According to Amnesty International, the Vietnamese government is believed to be responsible for a series of attempted Predator spyware infections. The targets included members of the U.S. Congress, European officials, and other high-profile individuals. This information was revealed in a report published by Amnesty International on Monday.

The campaign involved the use of a social media account on X (formerly Twitter). The account, now deleted, operated under the handle @Joseph_Gordon16 and attempted to entice targets into clicking on malicious links that would install the Predator malware. Predator is one of many commercial spyware apps that can transform smartphones into surveillance devices, enabling activities such as eavesdropping, password theft, and message interception.

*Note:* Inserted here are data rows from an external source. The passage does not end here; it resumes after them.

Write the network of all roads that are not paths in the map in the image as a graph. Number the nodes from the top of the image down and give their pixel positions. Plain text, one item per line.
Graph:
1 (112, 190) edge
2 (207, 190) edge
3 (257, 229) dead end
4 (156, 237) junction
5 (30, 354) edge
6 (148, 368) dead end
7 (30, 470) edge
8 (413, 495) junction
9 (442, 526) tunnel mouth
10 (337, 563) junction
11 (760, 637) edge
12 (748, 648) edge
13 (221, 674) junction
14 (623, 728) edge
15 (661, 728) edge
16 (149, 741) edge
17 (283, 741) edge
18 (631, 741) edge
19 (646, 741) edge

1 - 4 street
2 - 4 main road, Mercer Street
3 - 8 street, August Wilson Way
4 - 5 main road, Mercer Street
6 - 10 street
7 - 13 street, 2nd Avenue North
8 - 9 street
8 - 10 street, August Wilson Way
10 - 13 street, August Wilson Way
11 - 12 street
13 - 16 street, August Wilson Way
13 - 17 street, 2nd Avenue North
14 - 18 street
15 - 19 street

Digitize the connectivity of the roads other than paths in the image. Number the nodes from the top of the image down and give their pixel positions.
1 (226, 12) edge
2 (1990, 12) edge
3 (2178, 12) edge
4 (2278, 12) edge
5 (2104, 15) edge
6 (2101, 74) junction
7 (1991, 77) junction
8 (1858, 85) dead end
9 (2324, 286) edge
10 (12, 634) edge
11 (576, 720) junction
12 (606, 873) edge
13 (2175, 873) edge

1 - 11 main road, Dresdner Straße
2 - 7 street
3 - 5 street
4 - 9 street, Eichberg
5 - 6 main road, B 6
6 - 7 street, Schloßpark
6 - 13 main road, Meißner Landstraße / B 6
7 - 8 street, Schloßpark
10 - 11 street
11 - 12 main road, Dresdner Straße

In response to these developments, the Biden administration blacklisted two spyware vendors, Intellexa and Cytrox, associated with Predator. In addition, the report from Amnesty International outlined a network of vendors and resellers, led by Intellexa, that sells commercial spyware and hacking techniques to deliver malware. Through business records obtained by the European Investigative Collaborations, it was discovered that Vietnam’s Ministry of Public Security signed a multi-million euro deal with the makers of Predator spyware.

It is important to note that Amnesty International and security researchers from the University of Toronto’s Citizen Lab were not able to confirm any actual infections resulting from links disseminated by the @Joseph_Gordon16 account. Nonetheless, the researchers found evidence of a Vietnamese connection in the malicious links shared by the account.

This campaign targeted at least 50 social media accounts belonging to various individuals and institutions, including U.S. Representative Michael McCaul and U.S. Senator John Hoeven. Interestingly, President Joe Biden recently visited Hanoi as part of an effort to strengthen diplomatic relations between the United States and Vietnam.

Amnesty International also reported that the use of Predator spyware has been linked to a threat actor operating out of Vietnam, as identified by social media giant Meta. Amnesty’s separate report highlighted Intellexa’s web-based system called the “Cyber Operation Platform” and its associated products, which have been used in at least 25 countries across Europe, Asia, the Middle East, and Africa.

Amnesty International called attention to the concerning issue of highly invasive surveillance products being traded without oversight or accountability, emphasizing the need for stronger regulation and control over the export of such technologies.